● PROBLEM STATEMENT:
Look for the word "Mission" in the entries below, then copy every line that has it.

● Saved entries:
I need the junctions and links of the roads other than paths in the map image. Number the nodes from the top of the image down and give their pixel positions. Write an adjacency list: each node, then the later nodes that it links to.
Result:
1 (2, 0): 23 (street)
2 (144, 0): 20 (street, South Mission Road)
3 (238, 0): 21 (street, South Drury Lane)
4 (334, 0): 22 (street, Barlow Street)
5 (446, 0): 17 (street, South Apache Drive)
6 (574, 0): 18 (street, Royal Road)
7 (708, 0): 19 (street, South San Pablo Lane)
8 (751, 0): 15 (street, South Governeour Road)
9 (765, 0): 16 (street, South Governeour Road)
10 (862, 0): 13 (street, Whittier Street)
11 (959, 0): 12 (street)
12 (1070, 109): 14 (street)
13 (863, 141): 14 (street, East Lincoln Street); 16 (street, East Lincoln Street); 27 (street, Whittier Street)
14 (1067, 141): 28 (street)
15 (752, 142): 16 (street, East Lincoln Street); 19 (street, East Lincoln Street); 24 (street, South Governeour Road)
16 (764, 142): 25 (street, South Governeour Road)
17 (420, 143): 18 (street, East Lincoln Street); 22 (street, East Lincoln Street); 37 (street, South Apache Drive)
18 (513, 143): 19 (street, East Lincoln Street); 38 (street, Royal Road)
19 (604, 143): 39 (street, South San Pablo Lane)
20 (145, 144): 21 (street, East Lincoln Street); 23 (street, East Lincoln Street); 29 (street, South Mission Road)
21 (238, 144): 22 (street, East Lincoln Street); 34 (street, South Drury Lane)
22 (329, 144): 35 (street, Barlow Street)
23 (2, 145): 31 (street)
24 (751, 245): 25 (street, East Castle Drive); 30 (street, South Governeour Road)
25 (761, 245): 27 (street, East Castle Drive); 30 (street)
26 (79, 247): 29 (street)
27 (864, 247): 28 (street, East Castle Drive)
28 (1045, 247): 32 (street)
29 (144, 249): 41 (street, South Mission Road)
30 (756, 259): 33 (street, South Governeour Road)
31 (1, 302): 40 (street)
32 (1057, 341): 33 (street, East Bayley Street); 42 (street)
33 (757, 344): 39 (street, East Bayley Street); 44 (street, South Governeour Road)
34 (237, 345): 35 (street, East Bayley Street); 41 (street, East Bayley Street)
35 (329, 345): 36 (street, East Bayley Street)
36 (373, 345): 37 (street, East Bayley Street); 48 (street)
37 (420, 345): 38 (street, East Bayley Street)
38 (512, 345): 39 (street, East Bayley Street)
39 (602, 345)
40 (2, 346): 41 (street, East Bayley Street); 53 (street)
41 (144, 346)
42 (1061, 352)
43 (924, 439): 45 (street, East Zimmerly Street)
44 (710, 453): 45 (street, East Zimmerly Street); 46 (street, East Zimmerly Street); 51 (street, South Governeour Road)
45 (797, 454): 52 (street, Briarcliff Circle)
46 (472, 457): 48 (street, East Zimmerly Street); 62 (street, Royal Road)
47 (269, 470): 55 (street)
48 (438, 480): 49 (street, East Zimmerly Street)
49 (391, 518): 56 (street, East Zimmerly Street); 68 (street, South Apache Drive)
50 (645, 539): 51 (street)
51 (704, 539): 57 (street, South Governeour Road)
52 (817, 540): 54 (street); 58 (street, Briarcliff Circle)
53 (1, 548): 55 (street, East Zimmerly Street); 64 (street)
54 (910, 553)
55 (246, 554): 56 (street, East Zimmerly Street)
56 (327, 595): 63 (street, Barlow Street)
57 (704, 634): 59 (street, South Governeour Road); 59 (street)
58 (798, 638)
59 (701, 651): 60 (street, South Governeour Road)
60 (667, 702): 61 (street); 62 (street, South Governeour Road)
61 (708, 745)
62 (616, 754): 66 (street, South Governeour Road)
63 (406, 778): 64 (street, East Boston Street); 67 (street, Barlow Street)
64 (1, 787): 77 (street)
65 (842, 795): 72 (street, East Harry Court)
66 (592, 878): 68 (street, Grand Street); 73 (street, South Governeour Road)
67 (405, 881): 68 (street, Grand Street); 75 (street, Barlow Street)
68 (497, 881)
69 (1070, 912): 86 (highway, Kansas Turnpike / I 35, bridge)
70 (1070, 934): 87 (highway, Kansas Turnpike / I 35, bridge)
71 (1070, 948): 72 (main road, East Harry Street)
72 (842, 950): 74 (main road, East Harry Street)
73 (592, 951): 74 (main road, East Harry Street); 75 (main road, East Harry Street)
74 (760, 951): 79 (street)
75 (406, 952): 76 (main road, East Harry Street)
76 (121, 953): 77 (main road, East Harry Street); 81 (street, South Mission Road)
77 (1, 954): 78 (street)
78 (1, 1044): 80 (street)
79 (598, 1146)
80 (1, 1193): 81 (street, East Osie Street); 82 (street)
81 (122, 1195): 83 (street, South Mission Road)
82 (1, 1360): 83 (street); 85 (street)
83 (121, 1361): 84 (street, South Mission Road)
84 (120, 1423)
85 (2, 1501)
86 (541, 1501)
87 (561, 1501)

● OUTPUT:
2 (144, 0): 20 (street, South Mission Road)
20 (145, 144): 21 (street, East Lincoln Street); 23 (street, East Lincoln Street); 29 (street, South Mission Road)
29 (144, 249): 41 (street, South Mission Road)
76 (121, 953): 77 (main road, East Harry Street); 81 (street, South Mission Road)
81 (122, 1195): 83 (street, South Mission Road)
83 (121, 1361): 84 (street, South Mission Road)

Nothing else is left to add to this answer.